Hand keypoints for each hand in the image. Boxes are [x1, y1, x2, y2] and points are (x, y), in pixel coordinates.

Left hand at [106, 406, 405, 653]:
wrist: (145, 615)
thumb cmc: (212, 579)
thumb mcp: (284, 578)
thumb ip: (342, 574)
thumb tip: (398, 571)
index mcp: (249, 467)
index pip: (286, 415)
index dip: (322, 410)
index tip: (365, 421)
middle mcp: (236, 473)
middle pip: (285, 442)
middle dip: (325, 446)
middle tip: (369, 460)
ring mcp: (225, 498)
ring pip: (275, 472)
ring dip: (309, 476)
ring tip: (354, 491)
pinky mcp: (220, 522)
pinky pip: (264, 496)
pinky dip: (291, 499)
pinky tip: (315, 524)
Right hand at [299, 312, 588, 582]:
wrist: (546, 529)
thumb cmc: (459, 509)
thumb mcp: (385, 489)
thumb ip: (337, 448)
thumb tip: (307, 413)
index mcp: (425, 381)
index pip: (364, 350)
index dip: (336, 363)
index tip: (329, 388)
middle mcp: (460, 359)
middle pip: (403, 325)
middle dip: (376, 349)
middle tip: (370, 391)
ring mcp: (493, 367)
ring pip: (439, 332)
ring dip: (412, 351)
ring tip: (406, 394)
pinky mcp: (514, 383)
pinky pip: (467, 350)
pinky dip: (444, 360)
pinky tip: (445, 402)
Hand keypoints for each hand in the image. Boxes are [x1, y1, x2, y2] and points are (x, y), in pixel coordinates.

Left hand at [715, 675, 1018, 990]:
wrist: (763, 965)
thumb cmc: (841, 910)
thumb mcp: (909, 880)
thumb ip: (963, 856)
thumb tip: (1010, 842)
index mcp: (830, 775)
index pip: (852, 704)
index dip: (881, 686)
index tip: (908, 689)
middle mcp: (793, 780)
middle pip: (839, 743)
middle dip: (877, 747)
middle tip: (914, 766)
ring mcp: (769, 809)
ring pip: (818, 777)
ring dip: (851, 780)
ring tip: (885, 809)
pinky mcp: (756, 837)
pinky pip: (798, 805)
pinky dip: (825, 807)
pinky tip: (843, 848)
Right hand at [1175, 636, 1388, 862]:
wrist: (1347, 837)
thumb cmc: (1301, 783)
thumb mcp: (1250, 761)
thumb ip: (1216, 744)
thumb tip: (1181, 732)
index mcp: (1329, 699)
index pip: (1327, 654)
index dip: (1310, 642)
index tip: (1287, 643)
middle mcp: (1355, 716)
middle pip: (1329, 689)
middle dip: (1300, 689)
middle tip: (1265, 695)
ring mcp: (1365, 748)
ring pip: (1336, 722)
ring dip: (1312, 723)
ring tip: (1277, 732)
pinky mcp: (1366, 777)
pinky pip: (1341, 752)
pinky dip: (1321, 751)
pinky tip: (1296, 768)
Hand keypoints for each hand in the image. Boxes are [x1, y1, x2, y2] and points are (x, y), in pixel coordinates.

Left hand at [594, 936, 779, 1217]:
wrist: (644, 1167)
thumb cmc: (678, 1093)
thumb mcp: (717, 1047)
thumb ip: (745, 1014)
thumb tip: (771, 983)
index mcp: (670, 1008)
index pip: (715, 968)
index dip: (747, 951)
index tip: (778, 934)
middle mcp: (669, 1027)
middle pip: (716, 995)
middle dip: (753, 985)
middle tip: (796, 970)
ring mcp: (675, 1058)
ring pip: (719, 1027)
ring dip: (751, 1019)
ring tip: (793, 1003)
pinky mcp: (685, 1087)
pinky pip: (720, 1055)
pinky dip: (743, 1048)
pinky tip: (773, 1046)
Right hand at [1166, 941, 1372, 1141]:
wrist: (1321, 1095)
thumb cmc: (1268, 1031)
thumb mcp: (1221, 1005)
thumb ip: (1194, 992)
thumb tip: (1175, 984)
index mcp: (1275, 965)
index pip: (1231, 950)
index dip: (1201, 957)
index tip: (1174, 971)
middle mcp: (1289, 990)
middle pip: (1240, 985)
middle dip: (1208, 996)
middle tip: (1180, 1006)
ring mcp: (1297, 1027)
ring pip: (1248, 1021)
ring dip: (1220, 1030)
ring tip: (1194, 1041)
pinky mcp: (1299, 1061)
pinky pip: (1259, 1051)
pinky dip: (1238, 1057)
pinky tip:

_Description of the task_
Each line from the start of the records through the line holding "pinky tip: (1296, 768)" must be returned exactly; nothing else belongs in the answer.

_Finished exercise_
Hand keypoints for each hand in the image. Boxes are [x1, y1, x2, y2] and points are (x, y), in pixel coordinates.

Left hand at [106, 406, 405, 653]:
wrist: (145, 615)
thumb cmc: (212, 579)
thumb mcp: (284, 578)
thumb ip: (342, 574)
thumb tip: (398, 571)
index mcp: (249, 467)
index pip: (286, 415)
index dip: (322, 410)
index tip: (365, 421)
middle mcp: (236, 473)
middle pip: (285, 442)
middle dip: (325, 446)
middle tip: (369, 460)
ring mcp: (225, 498)
ring pip: (275, 472)
ring dip: (309, 476)
ring tip: (354, 491)
pinky mcp: (220, 522)
pinky pip: (264, 496)
pinky dip: (291, 499)
pinky tip: (315, 524)
Right hand at [299, 312, 588, 582]:
wrist: (546, 529)
thumb cmc: (459, 509)
thumb mcp: (385, 489)
thumb ip: (337, 448)
thumb tip: (307, 413)
index mcp: (425, 381)
index pip: (364, 350)
index dip: (336, 363)
index tip: (329, 388)
middle mcp: (460, 359)
middle pip: (403, 325)
middle dip: (376, 349)
middle tip: (370, 391)
ring mcp: (493, 367)
ring pip: (439, 332)
ring dip: (412, 351)
ring tip: (406, 394)
pinky mcp: (514, 383)
pinky pip: (467, 350)
pinky dip: (444, 360)
pinky tip: (445, 402)
Hand keypoints for each hand in the image. Boxes are [x1, y1, x2, y2] and points are (x, y), in pixel coordinates.

Left hand at [715, 675, 1018, 990]:
wrist: (763, 965)
thumb cmc: (841, 910)
thumb mcp: (909, 880)
thumb ip: (963, 856)
thumb tip: (1010, 842)
index mcp: (830, 775)
index pip: (852, 704)
index dip: (881, 686)
index tip: (908, 689)
middle mcp: (793, 780)
middle pip: (839, 743)
middle dip: (877, 747)
middle tip: (914, 766)
ring mcp: (769, 809)
ring pip: (818, 777)
ring dip: (851, 780)
ring tip: (885, 809)
pinky mcp: (756, 837)
pinky pip: (798, 805)
pinky dip: (825, 807)
pinky tip: (843, 848)
Right hand at [1175, 636, 1388, 862]:
wrist: (1347, 837)
thumb cmc: (1301, 783)
thumb mcp: (1250, 761)
thumb ip: (1216, 744)
thumb tip: (1181, 732)
index mcp: (1329, 699)
index pip: (1327, 654)
index dip: (1310, 642)
index tip: (1287, 643)
middle mcp: (1355, 716)
middle pip: (1329, 689)
middle dip: (1300, 689)
middle tip: (1265, 695)
ring mcp: (1365, 748)
ring pip: (1336, 722)
ring dip: (1312, 723)
ring tip: (1277, 732)
pinky mcp: (1366, 777)
pinky pip: (1341, 752)
pinky dip: (1321, 751)
pinky tip: (1296, 768)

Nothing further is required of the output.